Segment Start: Exercise data

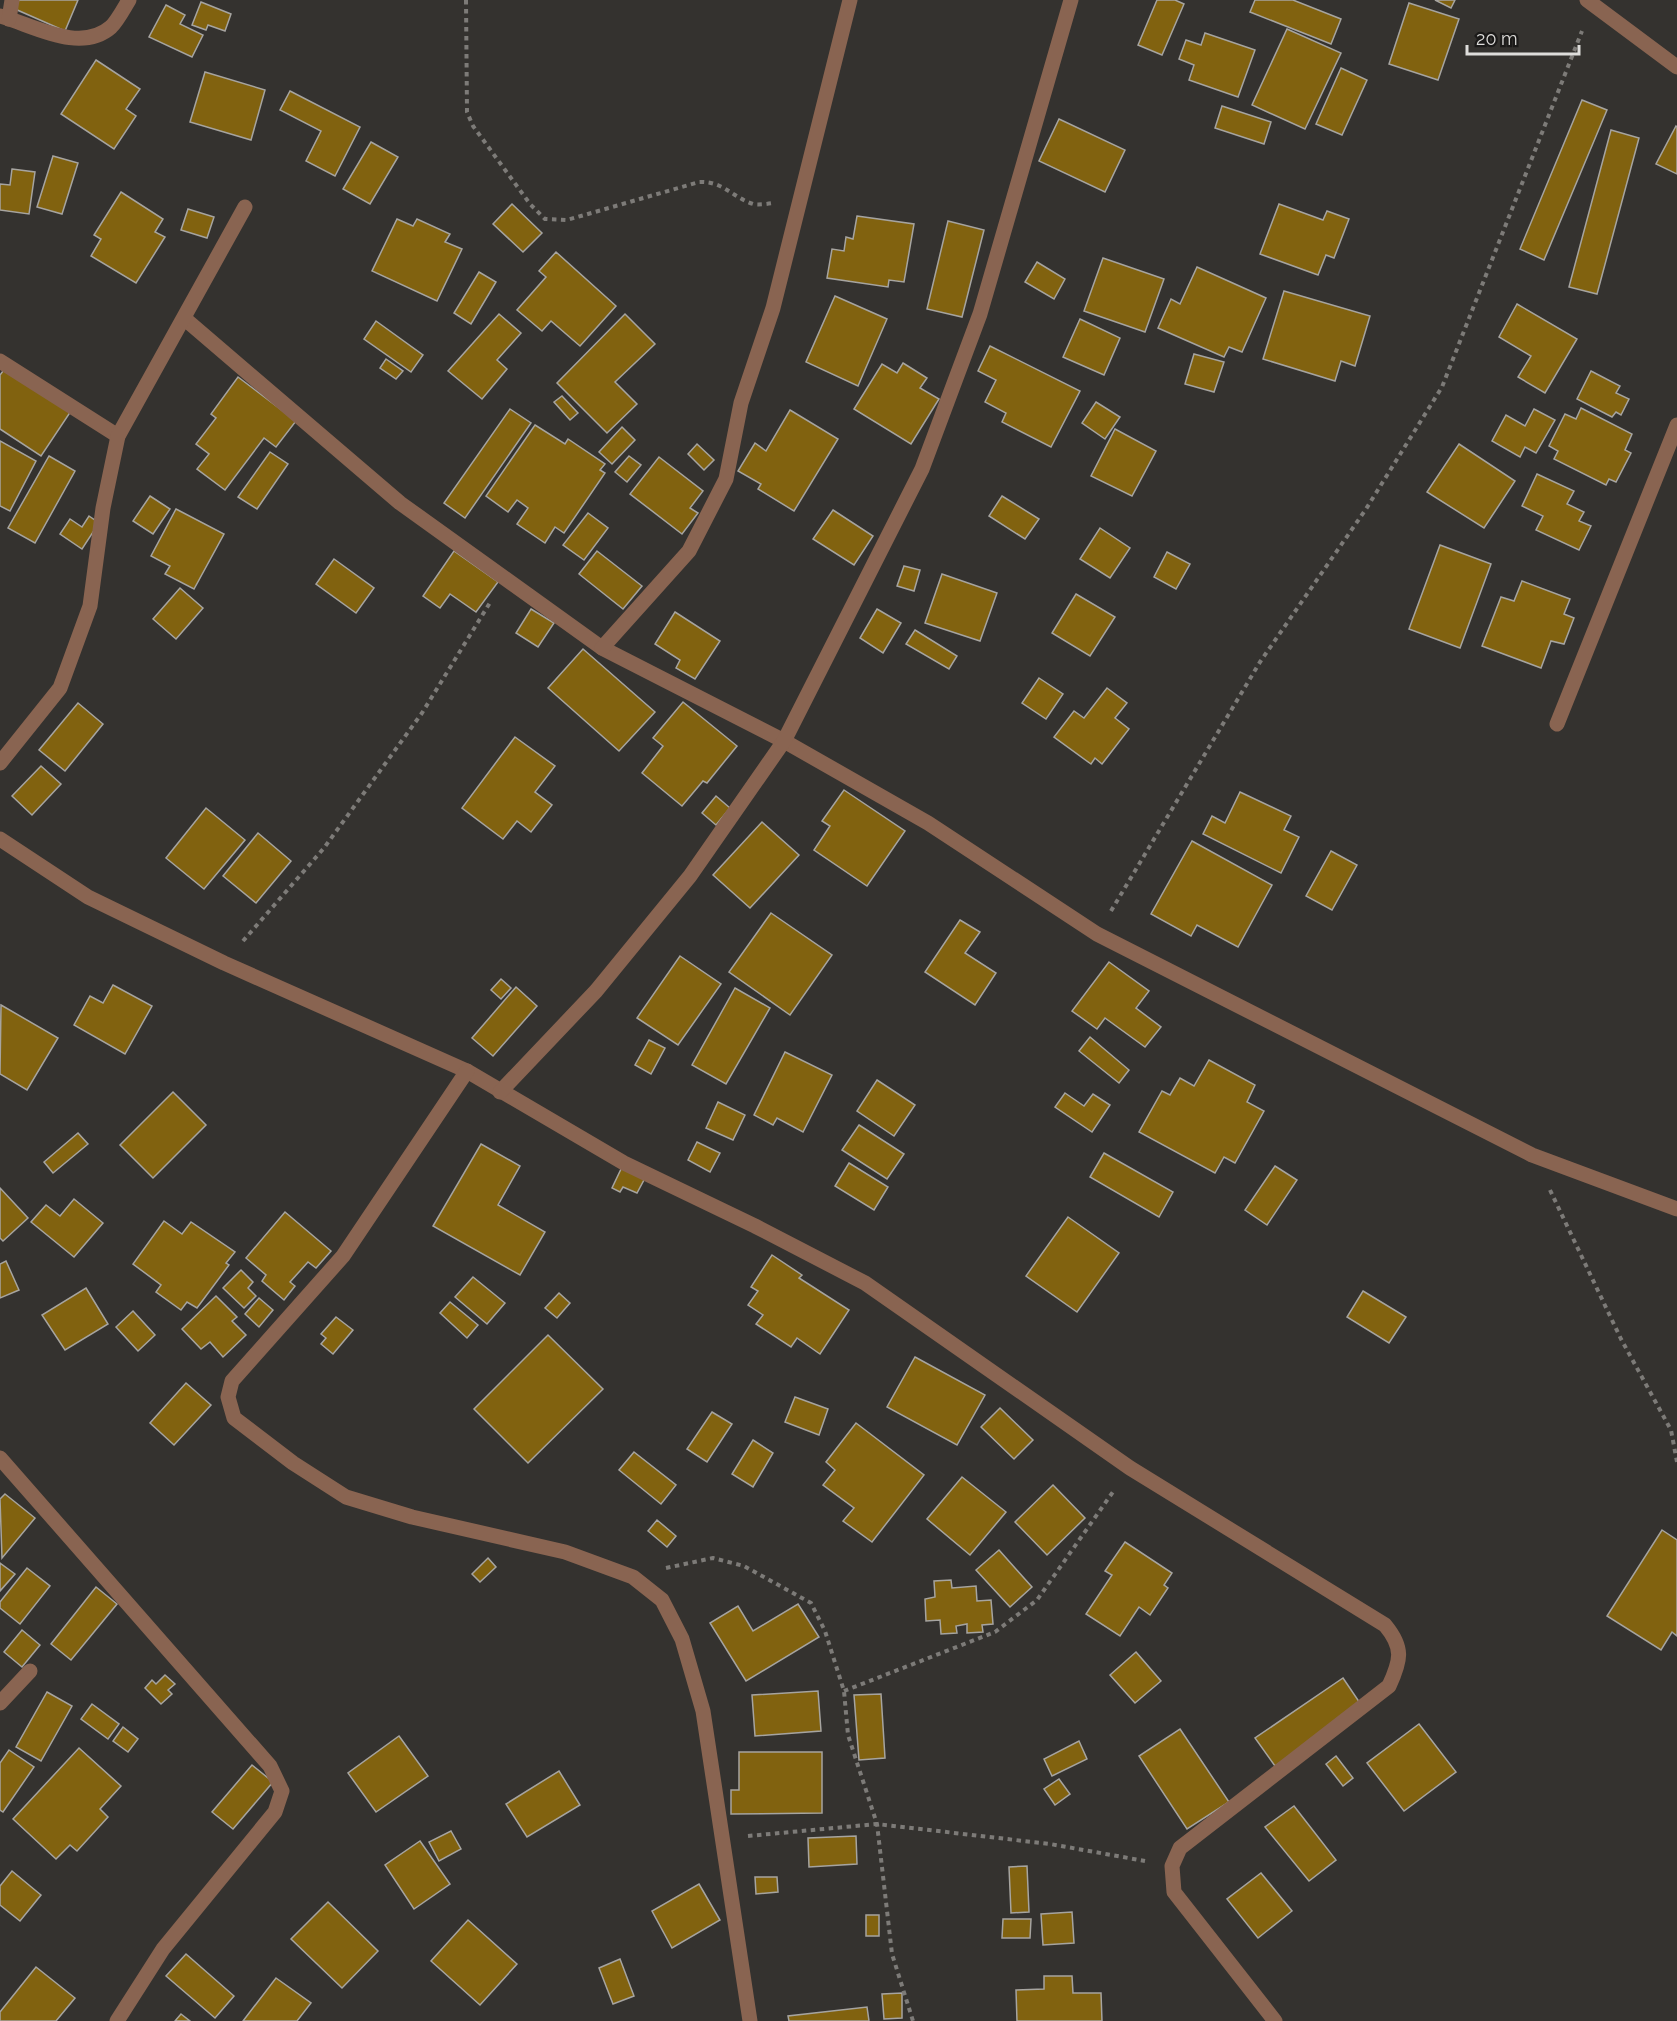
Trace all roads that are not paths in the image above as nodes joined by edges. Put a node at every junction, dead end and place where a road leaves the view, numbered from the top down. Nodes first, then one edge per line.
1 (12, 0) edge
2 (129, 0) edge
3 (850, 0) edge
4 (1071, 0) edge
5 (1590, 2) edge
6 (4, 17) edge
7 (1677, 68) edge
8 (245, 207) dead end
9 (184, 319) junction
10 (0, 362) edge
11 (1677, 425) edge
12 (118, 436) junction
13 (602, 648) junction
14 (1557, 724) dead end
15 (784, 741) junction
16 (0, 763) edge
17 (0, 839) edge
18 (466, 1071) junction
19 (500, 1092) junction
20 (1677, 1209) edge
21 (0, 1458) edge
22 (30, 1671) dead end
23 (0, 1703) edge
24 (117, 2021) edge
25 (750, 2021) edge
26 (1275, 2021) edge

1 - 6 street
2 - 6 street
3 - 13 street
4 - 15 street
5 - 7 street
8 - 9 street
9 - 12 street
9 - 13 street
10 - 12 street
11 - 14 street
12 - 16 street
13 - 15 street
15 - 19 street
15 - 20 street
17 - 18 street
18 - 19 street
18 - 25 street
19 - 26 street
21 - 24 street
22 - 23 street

Segment End: Exercise data

- **Problem details**
Before copying the material, set its pictures aside; then transcribe it word for word.

- **Answer for this exercise**
Trace all roads that are not paths in the image above as nodes joined by edges. Put a node at every junction, dead end and place where a road leaves the view, numbered from the top down. Nodes first, then one edge per line.
1 (12, 0) edge
2 (129, 0) edge
3 (850, 0) edge
4 (1071, 0) edge
5 (1590, 2) edge
6 (4, 17) edge
7 (1677, 68) edge
8 (245, 207) dead end
9 (184, 319) junction
10 (0, 362) edge
11 (1677, 425) edge
12 (118, 436) junction
13 (602, 648) junction
14 (1557, 724) dead end
15 (784, 741) junction
16 (0, 763) edge
17 (0, 839) edge
18 (466, 1071) junction
19 (500, 1092) junction
20 (1677, 1209) edge
21 (0, 1458) edge
22 (30, 1671) dead end
23 (0, 1703) edge
24 (117, 2021) edge
25 (750, 2021) edge
26 (1275, 2021) edge

1 - 6 street
2 - 6 street
3 - 13 street
4 - 15 street
5 - 7 street
8 - 9 street
9 - 12 street
9 - 13 street
10 - 12 street
11 - 14 street
12 - 16 street
13 - 15 street
15 - 19 street
15 - 20 street
17 - 18 street
18 - 19 street
18 - 25 street
19 - 26 street
21 - 24 street
22 - 23 street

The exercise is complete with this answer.